Accurate and reliable measurements in the automotive body shop are necessary to ensure build quality, reduce Work in Progress (WIP) and increase First Time Through (FTT).
Regarding threaded hole and stud measurements, current relative measurement systems cannot provide this information for these features. Laser line and structured light sensors rely on the change in pixels from light to dark to determine where to measure, often resulting in incorrect results that are not repeatable or that require adapters to achieve required repeatability, which is impractical in in-line situations.
The Nikon Laser Radar uses an infrared laser beam to capture scan data in specific patterns aligned to the CAD model. This means that when measuring threaded holes, the Nikon Laser Radar can directly scan the threads below the surface clearance hole, enabling the system to produce correct results using the threads to calculate the position instead of the surface metal.
Similarly, for studs, the Nikon Laser Radar can scan the entire length of the stud and its thread, along with the surrounding surface, to ensure that the correct position is reported without the need for adapters. This also allows the system to output the angle of the stud if required.
Recently, Nikon completed several tests for these features – threaded holes and studs – using a representative test part. The Laser Radar measured each feature 30 times from several different distances and angles to demonstrate the high repeatability achievable. These measurements were taken between 1 meter and 5 meters, at 1 meter intervals and between 15 to 75 degrees off normal (incident angle) as shown below. The average time to measure each feature was 3 seconds with the chosen scan settings.
From the images above, the scan data clearly shows the extent to which the Laser Radar can capture data of the full length of the stud and inside the threaded hole from a single position.
The results of the measurements are shown below and for both Studs and Threaded holes, the average range of the measured position across each of the 30 measurements is under 30µm, with maximum range under 100µm across the distances and angles shown. For all data sets the same settings were used for the measurement and feature extraction simplifying the setup.
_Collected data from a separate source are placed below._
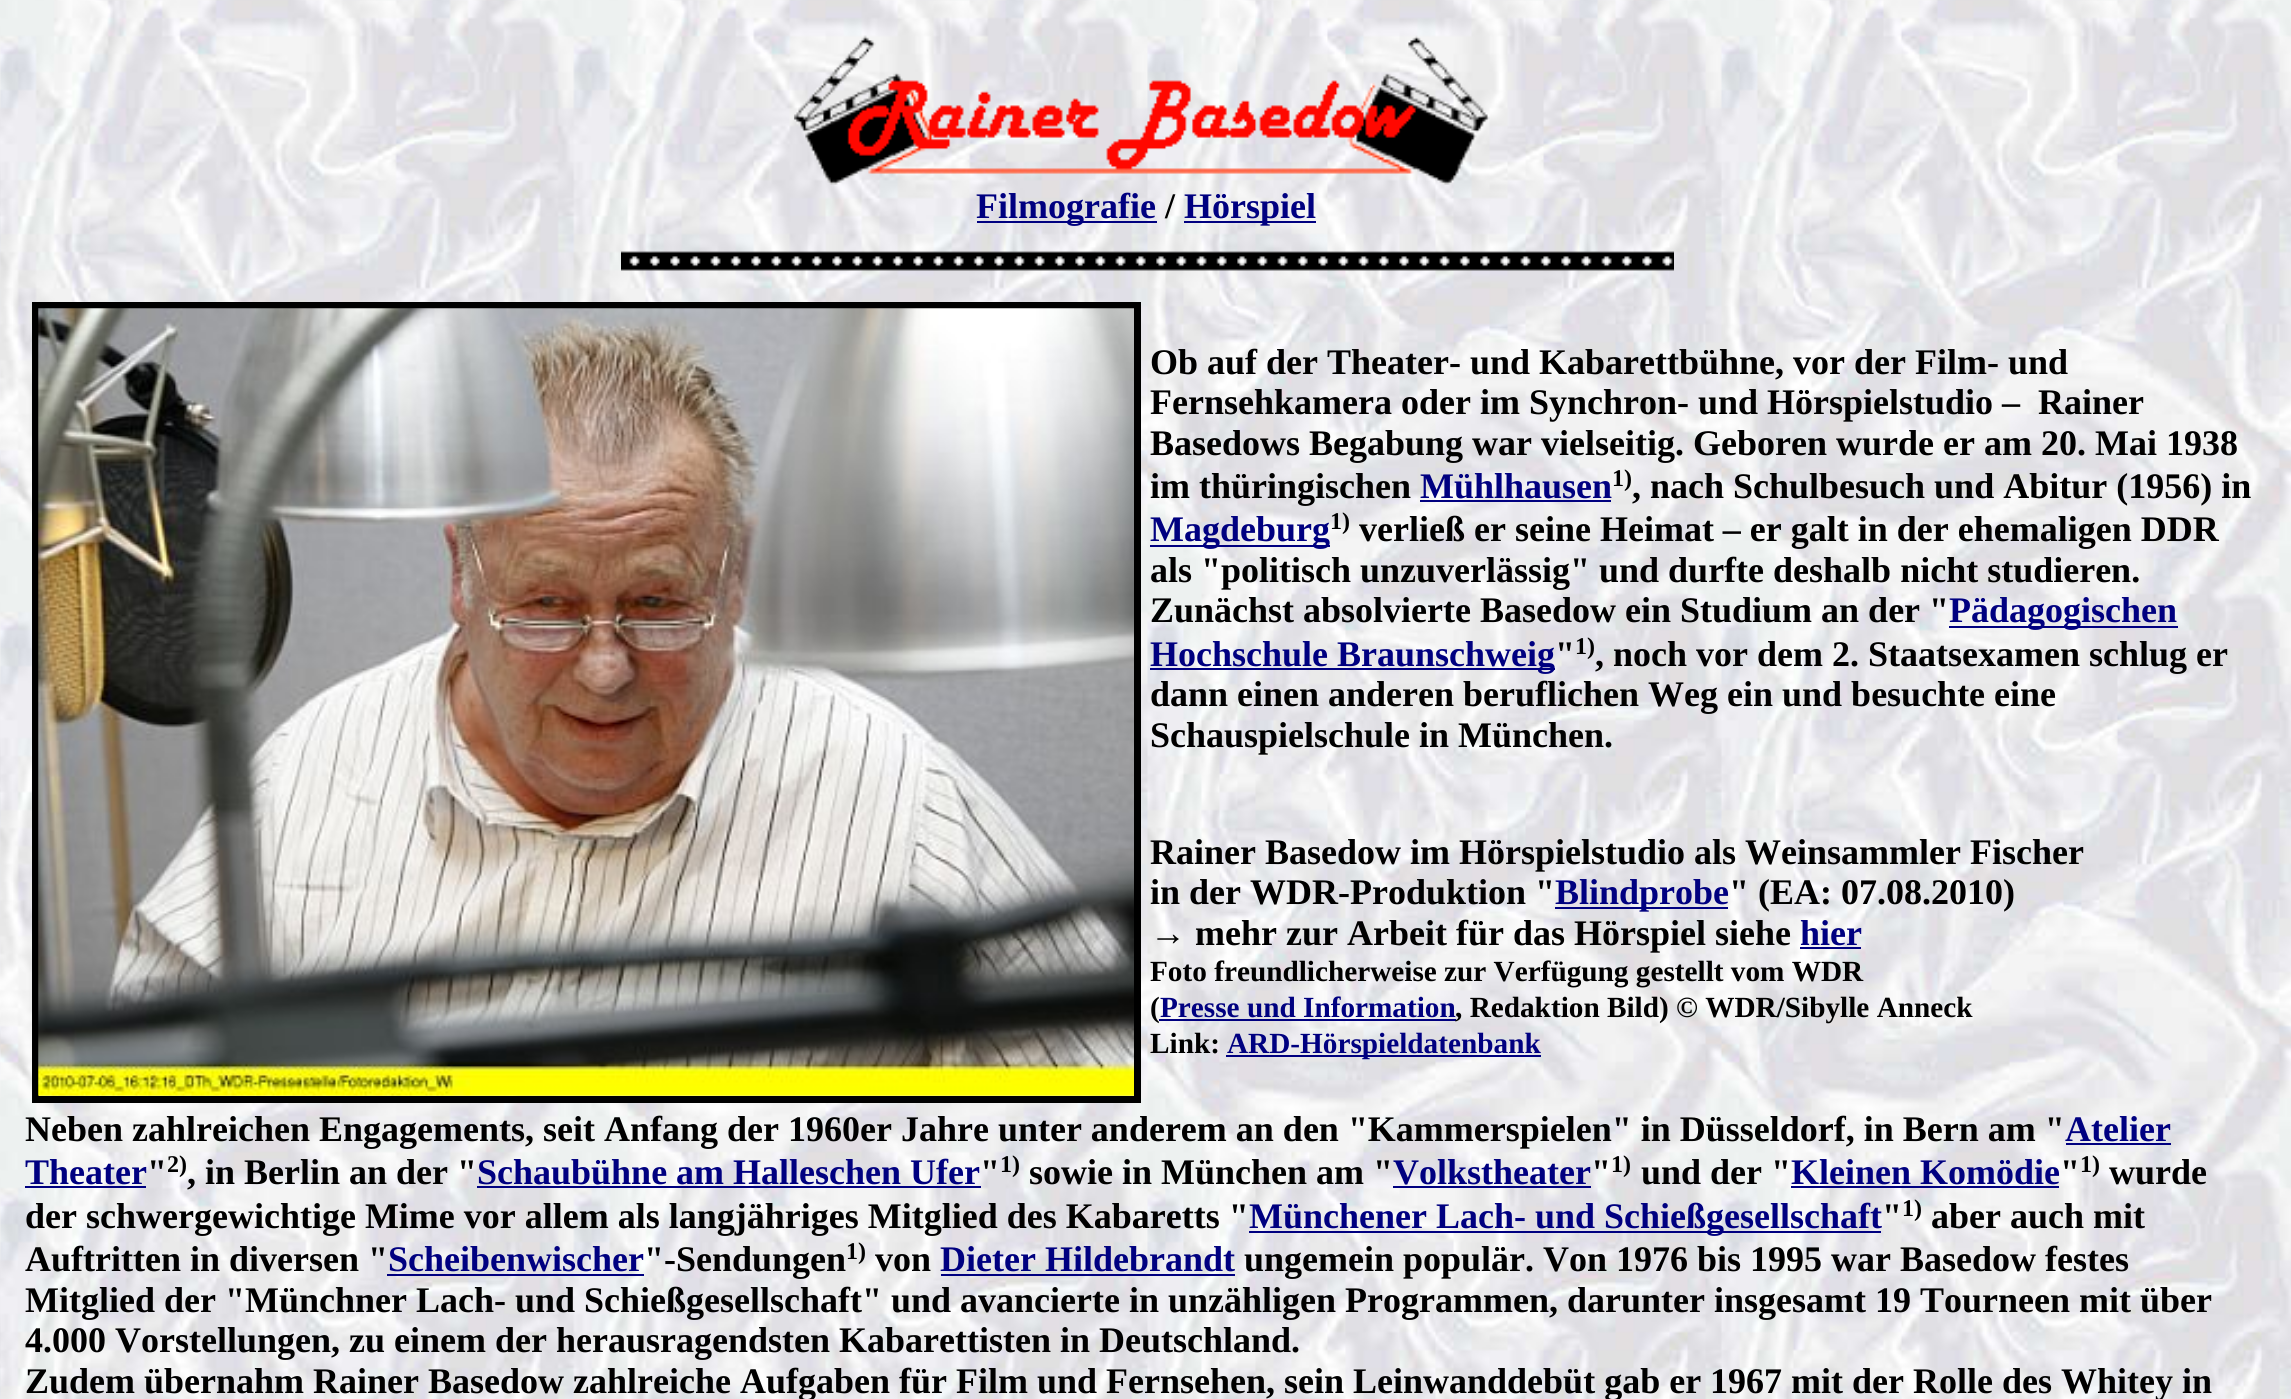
import math
import cairo

surface = cairo.ImageSurface(cairo.FORMAT_RGB24, 2291, 1399)
ctx = cairo.Context(surface)
options = cairo.FontOptions()
options.set_hint_metrics(cairo.HINT_METRICS_OFF)
options.set_hint_style(cairo.HINT_STYLE_NONE)
ctx.set_font_options(options)
ctx.set_miter_limit(4)


def picture(path, x, y, w, h):
    ctx.save()
    ctx.set_source_surface(cairo.ImageSurface.create_from_png(path), x, y)
    ctx.rectangle(x, y, w, h)
    ctx.fill()
    ctx.restore()


ctx.set_source_rgb(1, 1, 1)
ctx.paint()
picture("img1.png", 0, 0, 2291, 1399)
picture("img2.png", 794, 35, 696, 150)
ctx.set_source_rgb(0, 0, 0.502)
ctx.rectangle(977, 221, 180, 2)
ctx.fill()
ctx.select_font_face("Liberation Serif", cairo.FONT_SLANT_NORMAL, cairo.FONT_WEIGHT_BOLD)
ctx.set_font_size(36)
ctx.move_to(976, 218)
ctx.show_text("Filmografie")
ctx.set_source_rgb(0, 0, 0)
ctx.move_to(1165, 218)
ctx.show_text("/")
ctx.set_source_rgb(0, 0, 0.502)
ctx.rectangle(1184, 221, 132, 2)
ctx.fill()
ctx.move_to(1184, 218)
ctx.show_text("Hörspiel")
picture("img3.png", 621, 251, 1053, 20)
ctx.rectangle(35.5, 305.5, 1102, 794)
ctx.set_source_rgb(0, 0, 0)
ctx.set_line_width(7)
ctx.stroke()
picture("img4.png", 38, 308, 1096, 788)
ctx.move_to(1150, 374)
ctx.show_text("Ob auf der Theater- und Kabarettbühne, vor der Film- und")
ctx.move_to(1150, 414)
ctx.show_text("Fernsehkamera oder im Synchron- und Hörspielstudio –")
ctx.move_to(2038, 414)
ctx.show_text("Rainer")
ctx.move_to(1150, 455)
ctx.show_text("Basedows Begabung war vielseitig. Geboren wurde er am 20. Mai 1938")
ctx.move_to(1150, 498)
ctx.show_text("im thüringischen")
ctx.set_source_rgb(0, 0, 0.502)
ctx.move_to(1420, 498)
ctx.show_text("Mühlhausen")
ctx.rectangle(1420, 500, 191, 2)
ctx.fill()
ctx.set_font_size(24)
ctx.set_source_rgb(0, 0, 0)
ctx.move_to(1612, 486)
ctx.show_text("1)")
ctx.set_font_size(36)
ctx.move_to(1632, 498)
ctx.show_text(", nach Schulbesuch und Abitur (1956) in")
ctx.set_source_rgb(0, 0, 0.502)
ctx.rectangle(1150, 545, 180, 2)
ctx.fill()
ctx.move_to(1150, 541)
ctx.show_text("Magdeburg")
ctx.set_font_size(24)
ctx.set_source_rgb(0, 0, 0)
ctx.move_to(1330, 529)
ctx.show_text("1)")
ctx.set_font_size(36)
ctx.move_to(1359, 541)
ctx.show_text("verließ er seine Heimat – er galt in der ehemaligen DDR")
ctx.move_to(1150, 582)
ctx.show_text("als \"politisch unzuverlässig\" und durfte deshalb nicht studieren.")
ctx.move_to(1150, 622)
ctx.show_text("Zunächst absolvierte Basedow ein Studium an der \"")
ctx.set_source_rgb(0, 0, 0.502)
ctx.rectangle(1949, 626, 229, 2)
ctx.fill()
ctx.move_to(1949, 622)
ctx.show_text("Pädagogischen")
ctx.rectangle(1150, 668, 405, 2)
ctx.fill()
ctx.move_to(1150, 666)
ctx.show_text("Hochschule Braunschweig")
ctx.set_source_rgb(0, 0, 0)
ctx.move_to(1555, 666)
ctx.show_text("\"")
ctx.set_font_size(24)
ctx.move_to(1575, 654)
ctx.show_text("1)")
ctx.set_font_size(36)
ctx.move_to(1595, 666)
ctx.show_text(", noch vor dem 2. Staatsexamen schlug er")
ctx.move_to(1150, 706)
ctx.show_text("dann einen anderen beruflichen Weg ein und besuchte eine")
ctx.move_to(1150, 747)
ctx.show_text("Schauspielschule in München.")
ctx.move_to(1150, 864)
ctx.show_text("Rainer Basedow im Hörspielstudio als Weinsammler Fischer")
ctx.move_to(1150, 904)
ctx.show_text("in der WDR-Produktion \"")
ctx.set_source_rgb(0, 0, 0.502)
ctx.rectangle(1555, 907, 173, 2)
ctx.fill()
ctx.move_to(1555, 904)
ctx.show_text("Blindprobe")
ctx.set_source_rgb(0, 0, 0)
ctx.move_to(1729, 904)
ctx.show_text("\" (EA: 07.08.2010)")
ctx.move_to(1150, 945)
ctx.show_text("→ mehr zur Arbeit für das Hörspiel siehe")
ctx.set_source_rgb(0, 0, 0.502)
ctx.move_to(1800, 945)
ctx.show_text("hier")
ctx.rectangle(1800, 947, 61, 2)
ctx.fill()
ctx.set_font_size(29.25)
ctx.set_source_rgb(0, 0, 0)
ctx.move_to(1150, 981)
ctx.show_text("Foto freundlicherweise zur Verfügung gestellt vom WDR")
ctx.move_to(1150, 1017)
ctx.show_text("(")
ctx.set_source_rgb(0, 0, 0.502)
ctx.rectangle(1159, 1019, 297, 2)
ctx.fill()
ctx.move_to(1160, 1017)
ctx.show_text("Presse und Information")
ctx.set_source_rgb(0, 0, 0)
ctx.move_to(1455, 1017)
ctx.show_text(", Redaktion Bild) © WDR/Sibylle Anneck")
ctx.move_to(1150, 1053)
ctx.show_text("Link:")
ctx.set_source_rgb(0, 0, 0.502)
ctx.rectangle(1226, 1055, 315, 2)
ctx.fill()
ctx.move_to(1227, 1053)
ctx.show_text("ARD-Hörspieldatenbank")
ctx.set_font_size(36)
ctx.set_source_rgb(0, 0, 0)
ctx.move_to(25, 1141)
ctx.show_text("Neben zahlreichen Engagements, seit Anfang der 1960er Jahre unter anderem an den \"Kammerspielen\" in Düsseldorf, in Bern am \"")
ctx.set_source_rgb(0, 0, 0.502)
ctx.rectangle(2066, 1143, 105, 2)
ctx.fill()
ctx.move_to(2065, 1141)
ctx.show_text("Atelier")
ctx.move_to(25, 1184)
ctx.show_text("Theater")
ctx.rectangle(25, 1186, 121, 2)
ctx.fill()
ctx.set_source_rgb(0, 0, 0)
ctx.move_to(147, 1184)
ctx.show_text("\"")
ctx.set_font_size(24)
ctx.move_to(167, 1172)
ctx.show_text("2)")
ctx.set_font_size(36)
ctx.move_to(187, 1184)
ctx.show_text(", in Berlin an der \"")
ctx.set_source_rgb(0, 0, 0.502)
ctx.rectangle(477, 1186, 504, 2)
ctx.fill()
ctx.move_to(477, 1184)
ctx.show_text("Schaubühne am Halleschen Ufer")
ctx.set_source_rgb(0, 0, 0)
ctx.move_to(980, 1184)
ctx.show_text("\"")
ctx.set_font_size(24)
ctx.move_to(1000, 1172)
ctx.show_text("1)")
ctx.set_font_size(36)
ctx.move_to(1029, 1184)
ctx.show_text("sowie in München am \"")
ctx.set_source_rgb(0, 0, 0.502)
ctx.move_to(1393, 1184)
ctx.show_text("Volkstheater")
ctx.rectangle(1393, 1186, 198, 2)
ctx.fill()
ctx.set_source_rgb(0, 0, 0)
ctx.move_to(1591, 1184)
ctx.show_text("\"")
ctx.set_font_size(24)
ctx.move_to(1611, 1172)
ctx.show_text("1)")
ctx.set_font_size(36)
ctx.move_to(1641, 1184)
ctx.show_text("und der \"")
ctx.set_source_rgb(0, 0, 0.502)
ctx.move_to(1791, 1184)
ctx.show_text("Kleinen Komödie")
ctx.rectangle(1791, 1186, 268, 2)
ctx.fill()
ctx.set_source_rgb(0, 0, 0)
ctx.move_to(2060, 1184)
ctx.show_text("\"")
ctx.set_font_size(24)
ctx.move_to(2080, 1172)
ctx.show_text("1)")
ctx.set_font_size(36)
ctx.move_to(2109, 1184)
ctx.show_text("wurde")
ctx.move_to(25, 1228)
ctx.show_text("der schwergewichtige Mime vor allem als langjähriges Mitglied des Kabaretts \"")
ctx.set_source_rgb(0, 0, 0.502)
ctx.rectangle(1249, 1231, 632, 2)
ctx.fill()
ctx.move_to(1249, 1228)
ctx.show_text("Münchener Lach- und Schießgesellschaft")
ctx.set_source_rgb(0, 0, 0)
ctx.move_to(1882, 1228)
ctx.show_text("\"")
ctx.set_font_size(24)
ctx.move_to(1902, 1216)
ctx.show_text("1)")
ctx.set_font_size(36)
ctx.move_to(1931, 1228)
ctx.show_text("aber auch mit")
ctx.move_to(25, 1271)
ctx.show_text("Auftritten in diversen \"")
ctx.set_source_rgb(0, 0, 0.502)
ctx.move_to(388, 1271)
ctx.show_text("Scheibenwischer")
ctx.set_source_rgb(0, 0, 0)
ctx.move_to(644, 1271)
ctx.show_text("\"-Sendungen")
ctx.set_source_rgb(0, 0, 0.502)
ctx.rectangle(387, 1274, 257, 2)
ctx.fill()
ctx.set_font_size(24)
ctx.set_source_rgb(0, 0, 0)
ctx.move_to(846, 1259)
ctx.show_text("1)")
ctx.set_font_size(36)
ctx.move_to(875, 1271)
ctx.show_text("von")
ctx.set_source_rgb(0, 0, 0.502)
ctx.move_to(940, 1271)
ctx.show_text("Dieter Hildebrandt")
ctx.rectangle(941, 1274, 294, 2)
ctx.fill()
ctx.set_source_rgb(0, 0, 0)
ctx.move_to(1244, 1271)
ctx.show_text("ungemein populär. Von 1976 bis 1995 war Basedow festes")
ctx.move_to(25, 1312)
ctx.show_text("Mitglied der \"Münchner Lach- und Schießgesellschaft\" und avancierte in unzähligen Programmen, darunter insgesamt 19 Tourneen mit über")
ctx.move_to(25, 1352)
ctx.show_text("4.000 Vorstellungen, zu einem der herausragendsten Kabarettisten in Deutschland.")
ctx.move_to(25, 1393)
ctx.show_text("Zudem übernahm Rainer Basedow zahlreiche Aufgaben für Film und Fernsehen, sein Leinwanddebüt gab er 1967 mit der Rolle des Whitey in")
surface.write_to_png("page.png")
Feature type | Distance | Incident angle | Max range of measured position | Average range of measured position |
Stud | 1-5m | 15-75° | 84µm | 21µm |
Threaded Hole | 1-5m | 15-50° | 93µm | 26µm |
The threaded hole incident angle is limited by the size of the hole and depth of the thread but is still capable of measuring repeatably across a wide range of angles.
The ability of the Laser Radar to measure features repeatably from a wide range of angles and distances allows a large field of view and high feature coverage meaning minimal positions are required for a measurement even across a full car body.
The accuracy of the Nikon Laser Radar can be measured using an independent artefact, such as an Inora tetrahedron. The Laser Radar has an MPE comparable to HA CMMs, and the results of measuring an Inora are below.
From the results above, we can see that the maximum deviation from the scale bar is 43µm.
These tests show the capability of the APDIS Laser Radar to measure these difficult threaded features directly and repeatably very quickly to global accuracy.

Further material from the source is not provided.